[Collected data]
________________

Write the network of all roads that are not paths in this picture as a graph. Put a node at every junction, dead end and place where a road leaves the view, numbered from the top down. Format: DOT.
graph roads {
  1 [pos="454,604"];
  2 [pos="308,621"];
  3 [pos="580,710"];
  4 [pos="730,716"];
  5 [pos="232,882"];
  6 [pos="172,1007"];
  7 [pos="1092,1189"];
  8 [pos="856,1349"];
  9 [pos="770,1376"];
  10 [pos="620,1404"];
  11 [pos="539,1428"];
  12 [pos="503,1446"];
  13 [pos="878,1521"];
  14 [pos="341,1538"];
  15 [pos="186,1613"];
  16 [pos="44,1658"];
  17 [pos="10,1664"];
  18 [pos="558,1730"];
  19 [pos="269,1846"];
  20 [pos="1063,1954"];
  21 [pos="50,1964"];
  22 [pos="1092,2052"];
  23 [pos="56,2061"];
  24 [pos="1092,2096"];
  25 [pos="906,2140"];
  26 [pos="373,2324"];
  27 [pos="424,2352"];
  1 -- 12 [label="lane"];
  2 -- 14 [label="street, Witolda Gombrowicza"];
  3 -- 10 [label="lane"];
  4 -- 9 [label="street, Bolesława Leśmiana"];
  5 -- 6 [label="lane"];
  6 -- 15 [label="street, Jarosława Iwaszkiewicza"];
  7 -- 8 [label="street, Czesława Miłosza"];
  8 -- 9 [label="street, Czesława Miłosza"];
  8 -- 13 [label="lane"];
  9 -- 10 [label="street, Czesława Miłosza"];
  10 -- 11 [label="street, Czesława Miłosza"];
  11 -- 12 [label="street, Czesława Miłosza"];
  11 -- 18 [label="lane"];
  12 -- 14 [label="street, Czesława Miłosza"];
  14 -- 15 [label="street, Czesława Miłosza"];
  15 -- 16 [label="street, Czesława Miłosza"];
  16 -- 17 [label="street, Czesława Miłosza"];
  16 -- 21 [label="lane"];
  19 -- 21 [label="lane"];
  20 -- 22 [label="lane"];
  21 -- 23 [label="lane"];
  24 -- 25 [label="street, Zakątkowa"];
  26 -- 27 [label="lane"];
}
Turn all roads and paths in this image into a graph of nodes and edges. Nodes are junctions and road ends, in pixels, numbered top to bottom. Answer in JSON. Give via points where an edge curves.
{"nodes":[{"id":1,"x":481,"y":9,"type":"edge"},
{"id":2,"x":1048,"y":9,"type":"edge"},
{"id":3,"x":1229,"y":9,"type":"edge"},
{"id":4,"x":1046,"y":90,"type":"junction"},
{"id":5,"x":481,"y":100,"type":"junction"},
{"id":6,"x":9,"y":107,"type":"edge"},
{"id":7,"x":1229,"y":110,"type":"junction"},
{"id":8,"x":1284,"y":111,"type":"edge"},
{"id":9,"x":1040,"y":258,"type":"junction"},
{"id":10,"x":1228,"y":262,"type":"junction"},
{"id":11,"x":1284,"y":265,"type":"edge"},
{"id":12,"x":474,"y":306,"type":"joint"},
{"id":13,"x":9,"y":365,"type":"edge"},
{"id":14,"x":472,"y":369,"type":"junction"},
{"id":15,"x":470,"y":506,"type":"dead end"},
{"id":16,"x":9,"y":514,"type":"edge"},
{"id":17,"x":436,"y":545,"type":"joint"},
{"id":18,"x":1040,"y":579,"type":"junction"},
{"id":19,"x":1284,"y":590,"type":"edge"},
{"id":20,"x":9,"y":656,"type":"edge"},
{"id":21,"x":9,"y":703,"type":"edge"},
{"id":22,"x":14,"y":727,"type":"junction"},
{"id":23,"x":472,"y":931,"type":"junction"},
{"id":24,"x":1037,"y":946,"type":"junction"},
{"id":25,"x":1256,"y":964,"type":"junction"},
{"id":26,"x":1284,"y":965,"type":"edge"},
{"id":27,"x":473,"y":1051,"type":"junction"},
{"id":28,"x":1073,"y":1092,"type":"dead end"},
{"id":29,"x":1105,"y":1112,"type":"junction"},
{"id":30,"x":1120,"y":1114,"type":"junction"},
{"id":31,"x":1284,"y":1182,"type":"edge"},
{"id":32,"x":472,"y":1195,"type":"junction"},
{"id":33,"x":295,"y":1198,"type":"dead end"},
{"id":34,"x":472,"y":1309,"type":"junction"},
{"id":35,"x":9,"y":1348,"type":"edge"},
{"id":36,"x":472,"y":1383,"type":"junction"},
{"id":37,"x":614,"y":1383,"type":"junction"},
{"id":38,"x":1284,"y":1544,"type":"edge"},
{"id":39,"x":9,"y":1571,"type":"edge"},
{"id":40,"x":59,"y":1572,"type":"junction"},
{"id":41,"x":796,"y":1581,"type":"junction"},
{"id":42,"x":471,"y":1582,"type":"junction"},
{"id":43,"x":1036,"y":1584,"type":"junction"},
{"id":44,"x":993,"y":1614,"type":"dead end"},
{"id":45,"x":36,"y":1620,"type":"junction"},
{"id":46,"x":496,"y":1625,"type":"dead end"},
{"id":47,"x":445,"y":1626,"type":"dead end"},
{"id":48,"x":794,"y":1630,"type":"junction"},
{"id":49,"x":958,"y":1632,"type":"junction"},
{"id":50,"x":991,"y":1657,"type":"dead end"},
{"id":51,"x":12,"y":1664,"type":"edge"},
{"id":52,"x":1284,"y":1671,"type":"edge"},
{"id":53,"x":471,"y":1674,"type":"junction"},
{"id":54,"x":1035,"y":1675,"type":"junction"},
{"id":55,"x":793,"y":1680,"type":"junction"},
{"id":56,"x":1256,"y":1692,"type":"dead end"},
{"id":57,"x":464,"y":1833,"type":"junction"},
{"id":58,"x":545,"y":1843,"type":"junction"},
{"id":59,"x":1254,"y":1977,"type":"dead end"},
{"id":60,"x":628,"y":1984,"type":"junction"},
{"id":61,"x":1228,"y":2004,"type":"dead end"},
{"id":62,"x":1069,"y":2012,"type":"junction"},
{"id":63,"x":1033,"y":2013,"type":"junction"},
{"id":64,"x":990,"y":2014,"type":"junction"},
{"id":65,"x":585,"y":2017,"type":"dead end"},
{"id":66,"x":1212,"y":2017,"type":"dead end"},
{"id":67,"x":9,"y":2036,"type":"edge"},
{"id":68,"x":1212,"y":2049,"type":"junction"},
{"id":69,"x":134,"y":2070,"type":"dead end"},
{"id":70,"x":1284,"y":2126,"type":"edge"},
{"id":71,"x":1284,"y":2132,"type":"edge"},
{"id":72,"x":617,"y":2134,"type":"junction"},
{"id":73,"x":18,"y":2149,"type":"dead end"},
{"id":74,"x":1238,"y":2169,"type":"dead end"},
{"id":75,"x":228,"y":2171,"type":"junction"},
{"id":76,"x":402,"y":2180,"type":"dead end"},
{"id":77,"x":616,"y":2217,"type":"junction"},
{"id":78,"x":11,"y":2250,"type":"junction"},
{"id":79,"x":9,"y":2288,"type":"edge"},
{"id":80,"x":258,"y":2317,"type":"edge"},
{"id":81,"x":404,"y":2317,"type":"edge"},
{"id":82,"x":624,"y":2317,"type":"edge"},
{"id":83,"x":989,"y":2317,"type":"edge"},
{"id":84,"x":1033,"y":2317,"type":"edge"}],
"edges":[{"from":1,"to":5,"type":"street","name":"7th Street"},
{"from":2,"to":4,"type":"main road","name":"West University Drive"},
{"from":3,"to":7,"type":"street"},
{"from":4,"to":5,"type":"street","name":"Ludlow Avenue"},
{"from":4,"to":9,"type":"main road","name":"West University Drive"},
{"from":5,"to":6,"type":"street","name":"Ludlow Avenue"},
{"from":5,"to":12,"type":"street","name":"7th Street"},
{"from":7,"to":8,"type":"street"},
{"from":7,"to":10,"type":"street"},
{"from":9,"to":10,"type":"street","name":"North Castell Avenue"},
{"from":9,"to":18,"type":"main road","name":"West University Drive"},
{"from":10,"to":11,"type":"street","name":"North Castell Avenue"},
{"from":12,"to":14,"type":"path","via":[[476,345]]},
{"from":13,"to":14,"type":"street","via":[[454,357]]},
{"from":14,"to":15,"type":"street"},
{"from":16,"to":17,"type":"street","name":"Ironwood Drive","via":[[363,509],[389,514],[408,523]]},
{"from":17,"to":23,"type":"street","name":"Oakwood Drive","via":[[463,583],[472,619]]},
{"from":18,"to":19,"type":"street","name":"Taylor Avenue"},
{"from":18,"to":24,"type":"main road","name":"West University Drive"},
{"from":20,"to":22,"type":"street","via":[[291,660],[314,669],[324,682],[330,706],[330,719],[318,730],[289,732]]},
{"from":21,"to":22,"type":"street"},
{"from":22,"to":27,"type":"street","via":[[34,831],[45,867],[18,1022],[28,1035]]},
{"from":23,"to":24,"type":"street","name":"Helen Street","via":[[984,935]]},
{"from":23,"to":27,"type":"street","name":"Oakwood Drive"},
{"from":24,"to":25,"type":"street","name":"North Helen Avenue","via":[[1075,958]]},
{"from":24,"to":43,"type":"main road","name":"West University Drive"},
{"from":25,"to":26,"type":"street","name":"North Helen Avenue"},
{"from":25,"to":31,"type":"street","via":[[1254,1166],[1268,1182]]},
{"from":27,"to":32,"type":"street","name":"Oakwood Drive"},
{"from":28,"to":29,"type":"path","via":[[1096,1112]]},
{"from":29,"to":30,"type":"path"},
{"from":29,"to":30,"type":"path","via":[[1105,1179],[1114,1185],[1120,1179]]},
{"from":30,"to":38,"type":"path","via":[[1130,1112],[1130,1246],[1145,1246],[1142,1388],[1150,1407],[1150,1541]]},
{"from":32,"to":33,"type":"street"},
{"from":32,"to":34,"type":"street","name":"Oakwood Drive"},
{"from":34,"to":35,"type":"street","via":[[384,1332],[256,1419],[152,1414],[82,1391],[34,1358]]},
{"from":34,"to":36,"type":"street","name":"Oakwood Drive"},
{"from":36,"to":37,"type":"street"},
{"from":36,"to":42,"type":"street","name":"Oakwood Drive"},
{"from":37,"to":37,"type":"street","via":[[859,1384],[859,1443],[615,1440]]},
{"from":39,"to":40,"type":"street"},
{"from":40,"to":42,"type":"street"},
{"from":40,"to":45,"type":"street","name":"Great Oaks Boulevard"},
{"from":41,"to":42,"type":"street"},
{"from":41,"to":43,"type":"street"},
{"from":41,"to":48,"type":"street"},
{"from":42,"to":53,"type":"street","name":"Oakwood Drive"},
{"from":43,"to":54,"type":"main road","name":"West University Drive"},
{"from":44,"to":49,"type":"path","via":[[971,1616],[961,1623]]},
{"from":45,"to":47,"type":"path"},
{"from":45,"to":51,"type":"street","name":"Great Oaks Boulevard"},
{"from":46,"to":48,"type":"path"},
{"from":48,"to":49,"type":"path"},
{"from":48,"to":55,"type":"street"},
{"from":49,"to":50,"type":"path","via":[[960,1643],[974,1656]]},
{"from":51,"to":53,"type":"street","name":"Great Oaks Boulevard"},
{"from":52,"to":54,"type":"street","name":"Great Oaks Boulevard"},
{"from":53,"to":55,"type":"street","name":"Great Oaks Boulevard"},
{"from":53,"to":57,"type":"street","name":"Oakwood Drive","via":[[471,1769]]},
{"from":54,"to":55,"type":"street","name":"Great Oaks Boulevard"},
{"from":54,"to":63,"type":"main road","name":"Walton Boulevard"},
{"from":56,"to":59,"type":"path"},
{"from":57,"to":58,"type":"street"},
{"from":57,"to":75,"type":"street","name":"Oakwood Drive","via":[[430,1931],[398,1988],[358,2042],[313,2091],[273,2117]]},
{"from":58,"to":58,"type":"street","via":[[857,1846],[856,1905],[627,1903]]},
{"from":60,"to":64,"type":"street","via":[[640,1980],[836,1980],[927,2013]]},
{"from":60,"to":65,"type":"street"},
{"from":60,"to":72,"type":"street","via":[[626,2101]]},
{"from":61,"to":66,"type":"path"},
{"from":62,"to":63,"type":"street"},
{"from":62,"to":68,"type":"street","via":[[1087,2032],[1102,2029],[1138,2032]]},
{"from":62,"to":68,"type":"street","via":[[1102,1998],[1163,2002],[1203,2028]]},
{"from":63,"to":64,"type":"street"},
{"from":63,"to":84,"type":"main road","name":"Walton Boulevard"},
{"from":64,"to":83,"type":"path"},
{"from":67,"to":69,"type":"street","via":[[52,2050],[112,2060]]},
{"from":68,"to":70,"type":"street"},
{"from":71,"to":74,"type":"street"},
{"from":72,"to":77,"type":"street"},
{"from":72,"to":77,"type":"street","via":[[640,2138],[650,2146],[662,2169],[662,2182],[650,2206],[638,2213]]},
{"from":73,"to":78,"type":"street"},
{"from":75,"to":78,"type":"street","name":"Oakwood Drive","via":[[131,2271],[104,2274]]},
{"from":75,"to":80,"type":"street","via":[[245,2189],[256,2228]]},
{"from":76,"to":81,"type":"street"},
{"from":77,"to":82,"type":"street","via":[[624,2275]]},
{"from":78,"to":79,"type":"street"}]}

________________

*Description of the task*: Wherever the string "this" occurs in the data, copy the line that holds it.

*Your response*:
Write the network of all roads that are not paths in this picture as a graph. Put a node at every junction, dead end and place where a road leaves the view, numbered from the top down. Format: DOT.
Turn all roads and paths in this image into a graph of nodes and edges. Nodes are junctions and road ends, in pixels, numbered top to bottom. Answer in JSON. Give via points where an edge curves.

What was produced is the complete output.